▶ _How to complete this task_:
Show each line of the records below where the word "American" occurs.

━━━ Exercise material ━━━

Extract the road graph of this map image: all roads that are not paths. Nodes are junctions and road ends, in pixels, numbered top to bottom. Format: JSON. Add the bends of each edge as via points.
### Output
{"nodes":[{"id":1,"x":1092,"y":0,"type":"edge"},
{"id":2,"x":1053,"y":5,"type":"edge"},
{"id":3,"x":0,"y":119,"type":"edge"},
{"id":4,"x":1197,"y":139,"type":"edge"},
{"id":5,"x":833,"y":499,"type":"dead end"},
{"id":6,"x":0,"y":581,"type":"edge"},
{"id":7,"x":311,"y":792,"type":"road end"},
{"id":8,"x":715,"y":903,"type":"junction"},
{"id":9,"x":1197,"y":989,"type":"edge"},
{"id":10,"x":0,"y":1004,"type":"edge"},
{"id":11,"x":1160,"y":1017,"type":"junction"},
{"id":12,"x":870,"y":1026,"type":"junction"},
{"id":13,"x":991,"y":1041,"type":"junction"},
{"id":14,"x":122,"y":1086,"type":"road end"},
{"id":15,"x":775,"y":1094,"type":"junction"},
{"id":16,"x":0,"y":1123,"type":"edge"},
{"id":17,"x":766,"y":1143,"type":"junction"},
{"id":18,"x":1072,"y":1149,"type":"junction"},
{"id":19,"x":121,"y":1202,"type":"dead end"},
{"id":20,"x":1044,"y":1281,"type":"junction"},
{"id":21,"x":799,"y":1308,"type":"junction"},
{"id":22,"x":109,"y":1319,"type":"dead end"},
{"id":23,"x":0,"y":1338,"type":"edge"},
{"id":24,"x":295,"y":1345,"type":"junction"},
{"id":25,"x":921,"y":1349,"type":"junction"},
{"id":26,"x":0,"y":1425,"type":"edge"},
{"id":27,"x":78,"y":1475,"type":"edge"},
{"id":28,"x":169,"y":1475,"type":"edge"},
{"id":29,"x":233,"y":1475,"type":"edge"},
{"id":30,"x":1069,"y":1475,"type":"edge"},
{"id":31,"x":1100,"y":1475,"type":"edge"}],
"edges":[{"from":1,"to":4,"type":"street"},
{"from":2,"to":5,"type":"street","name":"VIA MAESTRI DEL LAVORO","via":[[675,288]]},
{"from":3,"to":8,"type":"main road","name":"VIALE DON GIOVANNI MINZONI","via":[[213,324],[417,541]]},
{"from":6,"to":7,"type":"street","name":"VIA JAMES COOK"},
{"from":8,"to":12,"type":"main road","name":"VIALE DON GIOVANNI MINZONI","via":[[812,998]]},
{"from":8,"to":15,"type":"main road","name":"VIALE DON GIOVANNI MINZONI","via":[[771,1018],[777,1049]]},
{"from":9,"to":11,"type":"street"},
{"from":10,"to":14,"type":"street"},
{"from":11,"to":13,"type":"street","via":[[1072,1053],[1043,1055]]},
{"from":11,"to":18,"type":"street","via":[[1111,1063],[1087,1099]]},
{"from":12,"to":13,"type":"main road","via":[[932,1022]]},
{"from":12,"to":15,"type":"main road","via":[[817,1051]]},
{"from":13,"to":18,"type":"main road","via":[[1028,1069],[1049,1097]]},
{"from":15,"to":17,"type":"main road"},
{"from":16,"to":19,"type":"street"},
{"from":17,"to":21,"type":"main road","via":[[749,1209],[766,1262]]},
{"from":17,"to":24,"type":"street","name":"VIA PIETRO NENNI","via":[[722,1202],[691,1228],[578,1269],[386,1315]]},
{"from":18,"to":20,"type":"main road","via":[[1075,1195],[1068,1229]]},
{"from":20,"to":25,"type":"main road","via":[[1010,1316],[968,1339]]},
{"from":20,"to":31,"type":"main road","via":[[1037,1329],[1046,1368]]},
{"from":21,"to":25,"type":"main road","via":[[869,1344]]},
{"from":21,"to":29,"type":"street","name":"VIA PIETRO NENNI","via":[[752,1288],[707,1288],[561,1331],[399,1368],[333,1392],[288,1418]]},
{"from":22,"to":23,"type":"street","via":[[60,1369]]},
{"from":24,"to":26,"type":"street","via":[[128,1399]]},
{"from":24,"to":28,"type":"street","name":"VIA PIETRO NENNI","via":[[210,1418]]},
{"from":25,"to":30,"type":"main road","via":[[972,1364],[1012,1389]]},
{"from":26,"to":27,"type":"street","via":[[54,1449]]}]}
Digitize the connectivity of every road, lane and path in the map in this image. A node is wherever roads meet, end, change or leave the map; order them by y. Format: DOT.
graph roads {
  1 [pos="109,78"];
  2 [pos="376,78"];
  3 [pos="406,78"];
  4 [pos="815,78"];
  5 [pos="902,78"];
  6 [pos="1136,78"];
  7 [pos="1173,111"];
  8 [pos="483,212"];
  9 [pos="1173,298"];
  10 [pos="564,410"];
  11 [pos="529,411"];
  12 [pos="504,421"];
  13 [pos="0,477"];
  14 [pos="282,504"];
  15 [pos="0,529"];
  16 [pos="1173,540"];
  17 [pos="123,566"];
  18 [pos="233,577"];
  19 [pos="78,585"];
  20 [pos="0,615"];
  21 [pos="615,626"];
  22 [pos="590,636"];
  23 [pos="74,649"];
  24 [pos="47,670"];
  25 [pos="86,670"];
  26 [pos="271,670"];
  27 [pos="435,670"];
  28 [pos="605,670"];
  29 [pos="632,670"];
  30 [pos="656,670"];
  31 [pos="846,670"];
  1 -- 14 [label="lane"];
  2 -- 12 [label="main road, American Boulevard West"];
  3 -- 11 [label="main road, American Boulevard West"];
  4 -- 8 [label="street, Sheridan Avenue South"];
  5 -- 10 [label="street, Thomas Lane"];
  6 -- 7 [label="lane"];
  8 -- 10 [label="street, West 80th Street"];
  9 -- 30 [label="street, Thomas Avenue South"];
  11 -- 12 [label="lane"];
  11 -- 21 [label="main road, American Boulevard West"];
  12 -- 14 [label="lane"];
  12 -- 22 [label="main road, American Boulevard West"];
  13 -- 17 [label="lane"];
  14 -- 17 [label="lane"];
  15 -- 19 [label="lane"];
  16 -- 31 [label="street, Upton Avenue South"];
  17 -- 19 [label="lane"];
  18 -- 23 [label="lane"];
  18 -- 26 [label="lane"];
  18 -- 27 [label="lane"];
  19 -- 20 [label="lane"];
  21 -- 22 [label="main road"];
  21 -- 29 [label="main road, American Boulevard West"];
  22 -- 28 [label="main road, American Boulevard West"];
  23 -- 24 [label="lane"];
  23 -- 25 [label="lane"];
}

━━━

▶ _Reply_:
  2 -- 12 [label="main road, American Boulevard West"];
  3 -- 11 [label="main road, American Boulevard West"];
  11 -- 21 [label="main road, American Boulevard West"];
  12 -- 22 [label="main road, American Boulevard West"];
  21 -- 29 [label="main road, American Boulevard West"];
  22 -- 28 [label="main road, American Boulevard West"];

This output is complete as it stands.